**Required work:** From the records below, work out how many lines contain "heat". Reply with that number alone.

**Available records:**
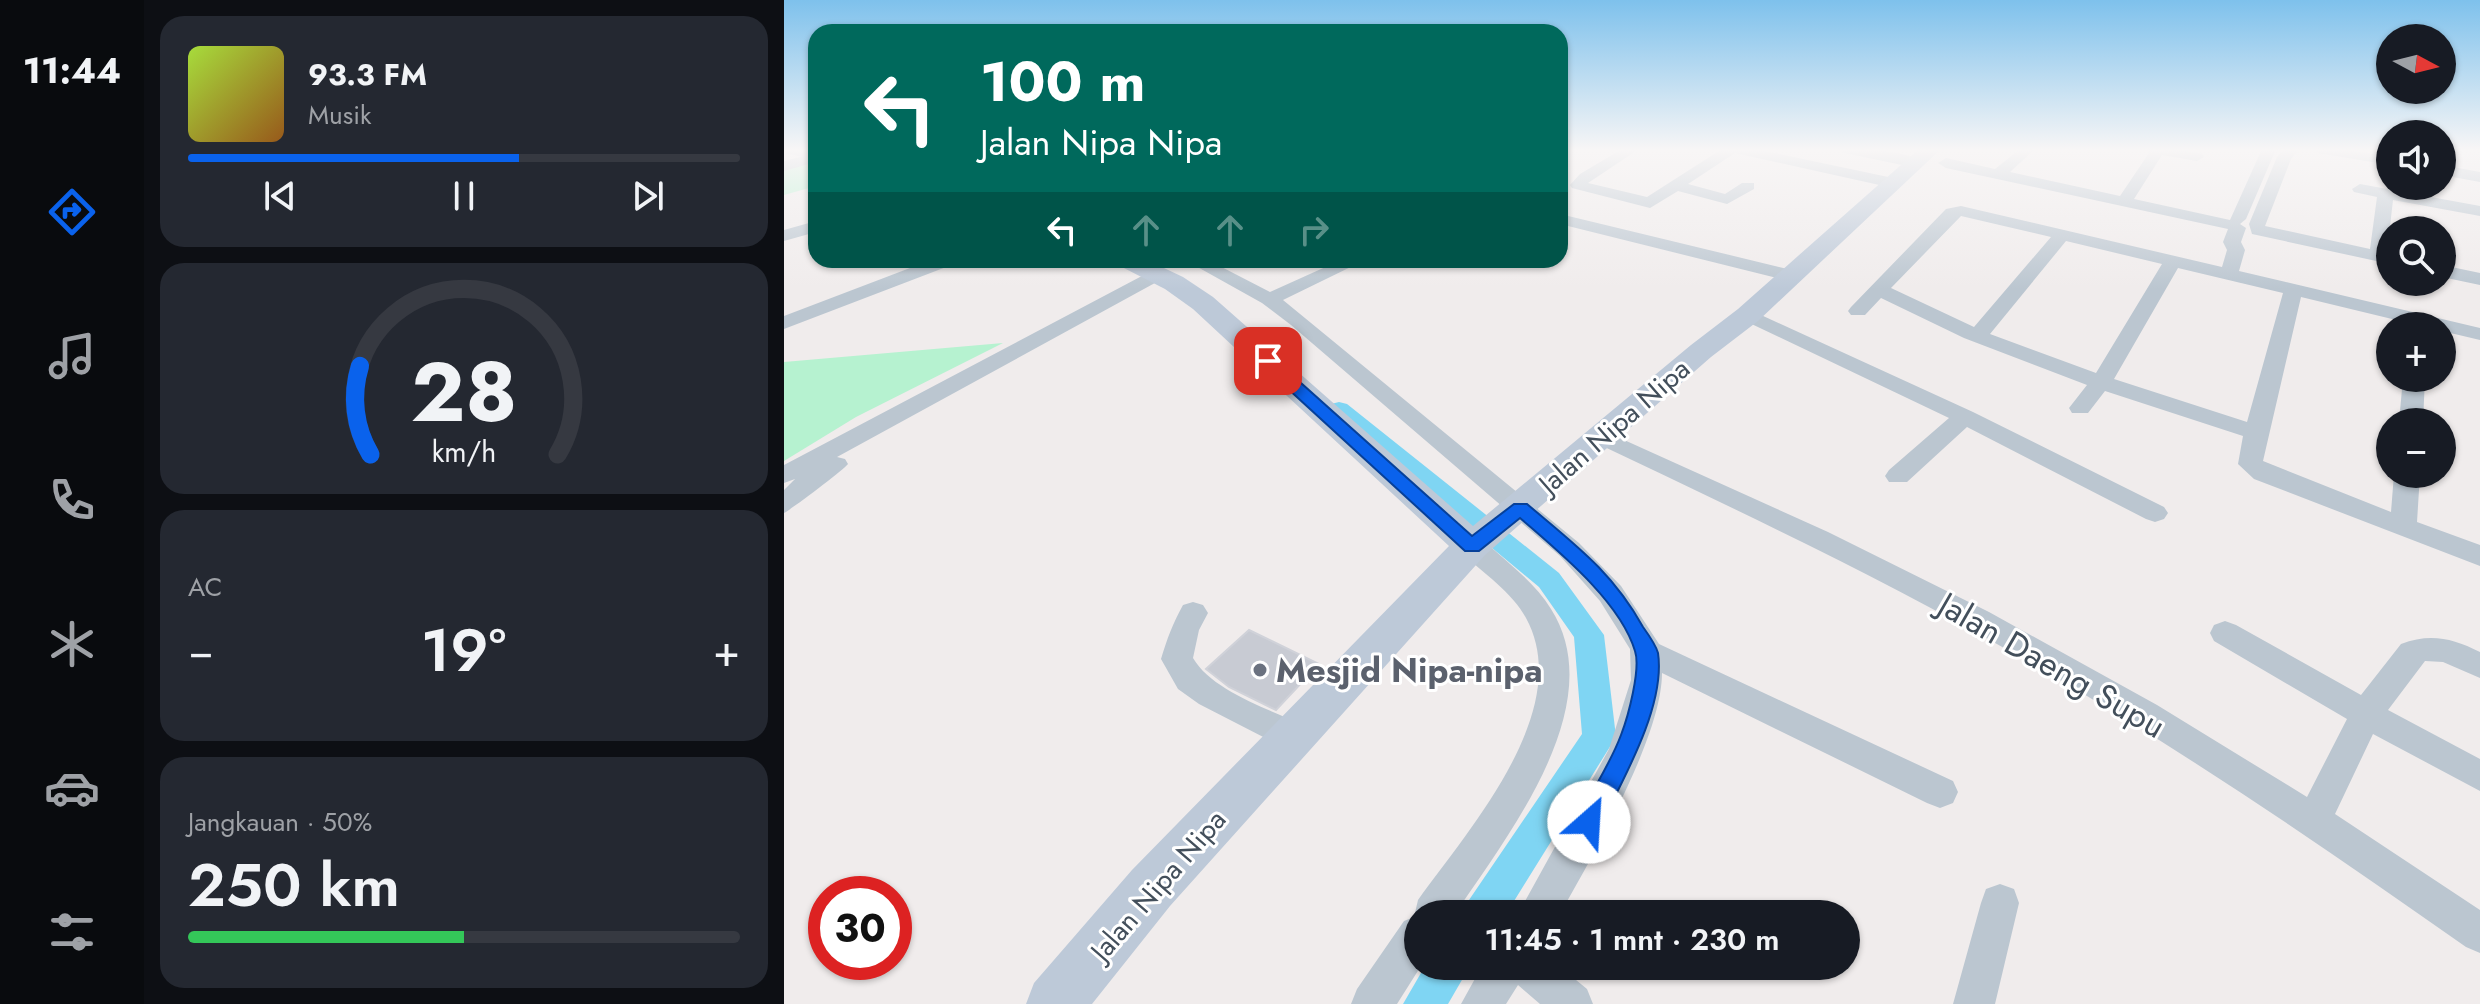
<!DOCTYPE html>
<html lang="id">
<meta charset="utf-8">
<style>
:root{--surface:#171b24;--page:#242831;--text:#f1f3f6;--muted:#9ea1a6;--line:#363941;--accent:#0a62ec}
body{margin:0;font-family:Jost,sans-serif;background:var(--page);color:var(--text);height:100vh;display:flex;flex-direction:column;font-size:30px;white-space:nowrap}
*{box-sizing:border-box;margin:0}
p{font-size:26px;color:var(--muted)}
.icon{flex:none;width:44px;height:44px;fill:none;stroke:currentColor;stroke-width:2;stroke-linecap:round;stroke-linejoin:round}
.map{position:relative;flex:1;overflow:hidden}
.sheet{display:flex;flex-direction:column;gap:16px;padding:16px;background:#0d0f14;width:640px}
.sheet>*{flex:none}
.banner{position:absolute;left:24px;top:24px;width:760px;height:244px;border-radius:24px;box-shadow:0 2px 6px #0004;background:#00695c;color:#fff;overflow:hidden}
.needle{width:52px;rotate:97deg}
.controls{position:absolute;left:1592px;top:24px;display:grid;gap:16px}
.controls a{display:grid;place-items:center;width:80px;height:80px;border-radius:50%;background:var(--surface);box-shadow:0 2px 6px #0004;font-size:40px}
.speed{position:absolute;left:24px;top:876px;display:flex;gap:16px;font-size:40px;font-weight:700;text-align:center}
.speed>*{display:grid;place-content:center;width:104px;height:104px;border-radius:50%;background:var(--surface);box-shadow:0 2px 6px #0004;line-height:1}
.speed .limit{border:12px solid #d22;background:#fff;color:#111}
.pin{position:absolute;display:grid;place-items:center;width:68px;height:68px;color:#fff;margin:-34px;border-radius:16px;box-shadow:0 4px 12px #0006}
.me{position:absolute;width:88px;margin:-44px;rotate:26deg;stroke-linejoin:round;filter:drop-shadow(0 0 6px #0008)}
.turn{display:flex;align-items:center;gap:28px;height:168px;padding:0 40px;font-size:36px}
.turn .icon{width:104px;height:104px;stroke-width:2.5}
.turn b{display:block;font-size:56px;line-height:68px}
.lanes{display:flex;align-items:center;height:76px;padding:0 40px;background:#0003;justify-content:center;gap:40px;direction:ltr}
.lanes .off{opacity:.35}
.big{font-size:60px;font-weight:600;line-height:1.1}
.sheet .card{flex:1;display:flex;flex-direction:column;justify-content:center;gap:12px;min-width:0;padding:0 28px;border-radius:24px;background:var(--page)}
.sheet .dial{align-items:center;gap:0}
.dial svg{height:208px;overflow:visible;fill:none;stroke:var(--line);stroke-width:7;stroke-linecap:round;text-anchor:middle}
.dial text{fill:var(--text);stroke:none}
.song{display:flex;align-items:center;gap:24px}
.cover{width:96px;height:96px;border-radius:12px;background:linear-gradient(135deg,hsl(80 70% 55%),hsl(30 70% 35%))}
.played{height:8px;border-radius:4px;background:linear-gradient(90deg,var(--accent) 60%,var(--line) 60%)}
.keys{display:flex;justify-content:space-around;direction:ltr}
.heat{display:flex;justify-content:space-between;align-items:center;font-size:44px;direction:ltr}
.charge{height:12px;border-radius:6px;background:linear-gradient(90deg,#34c759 50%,var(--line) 0)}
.trip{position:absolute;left:620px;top:900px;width:456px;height:80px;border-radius:40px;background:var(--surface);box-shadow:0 2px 6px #0004;font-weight:600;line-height:80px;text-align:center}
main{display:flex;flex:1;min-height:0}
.menu{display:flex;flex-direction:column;width:144px;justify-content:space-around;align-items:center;background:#090b0e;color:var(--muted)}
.menu .icon{width:56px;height:56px}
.menu .current{color:var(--accent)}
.menu b{font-size:36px;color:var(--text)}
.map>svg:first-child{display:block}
.green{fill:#b6f2d0}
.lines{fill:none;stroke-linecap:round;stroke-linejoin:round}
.canal{fill:#7fd5f3;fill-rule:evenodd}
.building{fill:#c8cbd3;stroke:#d0d2d9;stroke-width:2}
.street{fill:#bbc6d0;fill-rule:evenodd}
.secondary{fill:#bdc9d8;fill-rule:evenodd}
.route{fill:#0a62ec;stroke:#064099;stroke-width:2}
.worship-dot{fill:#6b7280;stroke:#fff;stroke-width:3}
.labels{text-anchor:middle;stroke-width:6;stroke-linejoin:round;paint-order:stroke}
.street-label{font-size:28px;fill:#434f5b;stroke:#fff}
.near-street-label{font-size:34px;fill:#434f5b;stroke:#fff}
.near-worship-label{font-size:34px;font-weight:bold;fill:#5b616d;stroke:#fff;text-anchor:start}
</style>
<main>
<nav class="menu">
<b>11:44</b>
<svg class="icon current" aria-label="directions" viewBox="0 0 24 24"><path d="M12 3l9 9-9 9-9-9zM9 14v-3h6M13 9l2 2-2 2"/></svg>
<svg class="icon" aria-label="music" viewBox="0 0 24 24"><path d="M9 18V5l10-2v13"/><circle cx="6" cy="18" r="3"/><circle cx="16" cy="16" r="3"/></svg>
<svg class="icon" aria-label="phone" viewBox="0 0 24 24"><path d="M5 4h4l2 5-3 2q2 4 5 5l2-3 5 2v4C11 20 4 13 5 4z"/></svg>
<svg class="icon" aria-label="climate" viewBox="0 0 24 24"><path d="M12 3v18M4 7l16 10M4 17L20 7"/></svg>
<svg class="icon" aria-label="car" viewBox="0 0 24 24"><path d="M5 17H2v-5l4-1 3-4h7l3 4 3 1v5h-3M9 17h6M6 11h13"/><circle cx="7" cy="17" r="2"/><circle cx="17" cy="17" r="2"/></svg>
<svg class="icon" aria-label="filters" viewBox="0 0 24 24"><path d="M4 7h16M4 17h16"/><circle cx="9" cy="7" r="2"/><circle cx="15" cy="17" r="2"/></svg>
</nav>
<section class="sheet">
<div class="card">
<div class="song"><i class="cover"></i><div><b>93.3 FM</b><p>Musik</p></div></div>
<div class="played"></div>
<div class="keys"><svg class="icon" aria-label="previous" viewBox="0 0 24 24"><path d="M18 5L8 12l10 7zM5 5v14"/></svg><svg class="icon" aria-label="pause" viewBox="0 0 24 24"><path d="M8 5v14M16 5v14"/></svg><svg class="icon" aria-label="next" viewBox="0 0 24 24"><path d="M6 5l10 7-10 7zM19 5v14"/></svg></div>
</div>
<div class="card dial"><svg viewBox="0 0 100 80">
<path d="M14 69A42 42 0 1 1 86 69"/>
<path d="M14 69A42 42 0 0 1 10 35" stroke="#0a62ec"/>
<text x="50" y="56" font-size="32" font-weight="700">28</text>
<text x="50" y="72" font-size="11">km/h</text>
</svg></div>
<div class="card"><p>AC</p>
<div class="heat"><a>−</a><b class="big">19°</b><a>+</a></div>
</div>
<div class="card"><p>Jangkauan · 50%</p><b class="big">250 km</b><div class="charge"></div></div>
</section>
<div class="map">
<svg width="1696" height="1004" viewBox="0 0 1696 1004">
<rect width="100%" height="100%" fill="#f0ecec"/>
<path class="green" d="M32,160V186L0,195V168Z
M219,343L72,417L0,461V362Z"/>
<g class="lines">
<path class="canal" d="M555,402L563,404L775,573L820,635L832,737L722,914H679L685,900L798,734L790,637L755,587L547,414L544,409L547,404Z
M641,966H686L664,1004H619Z"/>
</g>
<path class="building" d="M465,630L535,664L492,710L445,687L422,669Z"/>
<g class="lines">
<path class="street" d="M838,149H855L804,183L863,197L938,149H971L1109,178L1117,183L1109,188L951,153L904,184L941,194L958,183H970V189L943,204L894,191L866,208L788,188L786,185L796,174Z
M1054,149C1075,148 1123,150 1140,163L1132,168L1061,153Z
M1236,149H1251L1226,172L1336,196L1365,153L1361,149H1391L1418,154L1420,157L1413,161L1378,155L1350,199L1446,220L1478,149H1492L1462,219L1456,224L1462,228L1457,242L1461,250L1455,271L1696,328V340L1658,331V326H1637L1517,297L1479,461L1607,512L1610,474H1636L1633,522L1696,545V566L1470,479L1454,464L1459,436L1321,391L1304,413H1288L1285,408L1303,385L1180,338L1097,298L1081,315H1067L1064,311L1067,307L1162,209L1177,206L1438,267L1443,250L1439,242L1444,229L1162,168L1154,163L1162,158L1211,169ZM1177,216L1267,237L1190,327L1107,288ZM1282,241L1378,264L1312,373L1206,334ZM1394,268L1499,293L1463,422L1330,379Z
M1500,149L1514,150L1507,159L1481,226L1586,249L1593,197L1570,192L1568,189L1576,184L1696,206V216L1609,200L1603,253L1606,254V264L1468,234L1465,224L1493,157Z
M1527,149H1558L1606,157V165L1534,153Z
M32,153V162L0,171V161Z
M1658,165L1696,172V182L1658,175Z
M776,214L1016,272L1018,276L1009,282L776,224Z
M32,221V232L0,241V230Z
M147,260H173L170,264L0,329V316Z
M401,260H424L486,292L557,260H581L499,300L795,543L837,586L875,644L1169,781L1174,792L1169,803L1156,808L1143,803L878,673C878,737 808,857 776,914H734L825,749L847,680L846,649L816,601L776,556L507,325L478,303Z
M1658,265L1696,273V285L1658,277Z
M373,268L380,270L382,274L380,278L53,457L61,459L64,464C61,469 5,511 0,513V490L11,479L0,483V465Z
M964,309L1189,412L1380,507L1384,513L1380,519L1371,522L1362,519L1183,427L1123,482H1105L1101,476L1105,470L1165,418L957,319L954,315Z
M1619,378H1641L1639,422H1615Z
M818,430L1044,532L1205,612L1373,705L1523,797L1563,719L1430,641L1426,633L1430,625L1441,621L1452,625L1577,695L1617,644C1646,633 1668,638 1696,652V678L1659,662L1641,661L1604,710L1696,759V791L1589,734L1551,814L1696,910V953L1682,947C1537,845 1390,744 1236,657C1098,578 953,510 810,442L806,437L810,432Z
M688,537L698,539C721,561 750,581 767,609C828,705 723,836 671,914H634V966H637L613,1004H567L573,989L620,921L630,917L634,900C684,830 792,710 742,618C728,592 699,573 678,553L674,546L678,539Z
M409,602L419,605L424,613L415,630L409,658C428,691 487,710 521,726L526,736L521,746L509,750L497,746L415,704L394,689L377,659C383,639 389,623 399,605Z
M1216,884L1230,889L1235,903L1211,1004H1169L1197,903L1202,889Z
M698,966H775L803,989L809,1004H756L734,985L722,1004H677Z"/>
<path class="secondary" d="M0,149H32V160L1,153Z
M1135,149H1157L974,321L927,357L701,555L386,906L308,1004H242L250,983L348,870L665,546L409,309L381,289L334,265L330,260H363L399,277L429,297L689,526L907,345L954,309Z"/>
</g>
<linearGradient id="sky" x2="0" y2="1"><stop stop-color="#7ec1ec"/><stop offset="0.52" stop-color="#f8f6f6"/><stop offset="1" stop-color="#f8f6f6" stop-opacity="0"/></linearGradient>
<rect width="1696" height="289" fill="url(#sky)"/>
<path class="route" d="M484,357L489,358L688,536L730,504H743C790,544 828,571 859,627C864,634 872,645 874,653C882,707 837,783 814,830L805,834L796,830L793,822C806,793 826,765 837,735C844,717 857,669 851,651C836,601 774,551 736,518L695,551H681L478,365L476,361Z"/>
<circle class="worship-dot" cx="476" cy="670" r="8"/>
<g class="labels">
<g class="street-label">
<text transform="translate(830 426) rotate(-41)" y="10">Jalan Nipa Nipa</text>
<text transform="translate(374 885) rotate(-49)" y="10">Jalan Nipa Nipa</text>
</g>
<g class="near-street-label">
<text transform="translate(1268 665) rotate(30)" y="12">Jalan Daeng Supu</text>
</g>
<g class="near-worship-label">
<text x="492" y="682">Mesjid Nipa-nipa</text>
</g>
</g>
</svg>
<div class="controls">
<a><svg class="needle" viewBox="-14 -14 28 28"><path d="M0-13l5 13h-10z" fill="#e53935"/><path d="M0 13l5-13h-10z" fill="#9ea1a6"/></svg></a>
<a><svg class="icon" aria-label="sound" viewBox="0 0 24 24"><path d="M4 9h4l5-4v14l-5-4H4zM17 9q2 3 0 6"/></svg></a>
<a><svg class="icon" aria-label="search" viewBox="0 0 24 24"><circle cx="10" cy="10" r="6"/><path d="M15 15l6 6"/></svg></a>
<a>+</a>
<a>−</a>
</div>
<div class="speed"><div class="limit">30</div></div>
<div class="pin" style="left:484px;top:361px;background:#d93025"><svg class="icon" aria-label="arrive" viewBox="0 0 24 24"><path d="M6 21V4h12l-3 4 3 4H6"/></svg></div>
<svg class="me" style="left:805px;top:822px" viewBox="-20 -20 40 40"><circle r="19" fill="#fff"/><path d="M0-13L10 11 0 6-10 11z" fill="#0a62ec"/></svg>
<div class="trip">11:45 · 1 mnt · 230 m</div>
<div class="banner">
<div class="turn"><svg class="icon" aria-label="left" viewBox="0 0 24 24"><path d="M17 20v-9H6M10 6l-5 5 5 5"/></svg><div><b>100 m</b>Jalan Nipa Nipa</div></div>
<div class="lanes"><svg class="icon" aria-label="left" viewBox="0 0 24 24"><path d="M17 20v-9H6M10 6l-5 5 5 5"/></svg><svg class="icon off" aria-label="ahead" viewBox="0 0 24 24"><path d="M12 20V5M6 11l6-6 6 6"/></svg><svg class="icon off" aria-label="ahead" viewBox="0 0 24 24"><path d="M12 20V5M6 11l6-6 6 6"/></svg><svg class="icon off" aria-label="right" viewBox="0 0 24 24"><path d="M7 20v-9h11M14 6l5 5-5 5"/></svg></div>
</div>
</div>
</main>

**The answer:** 2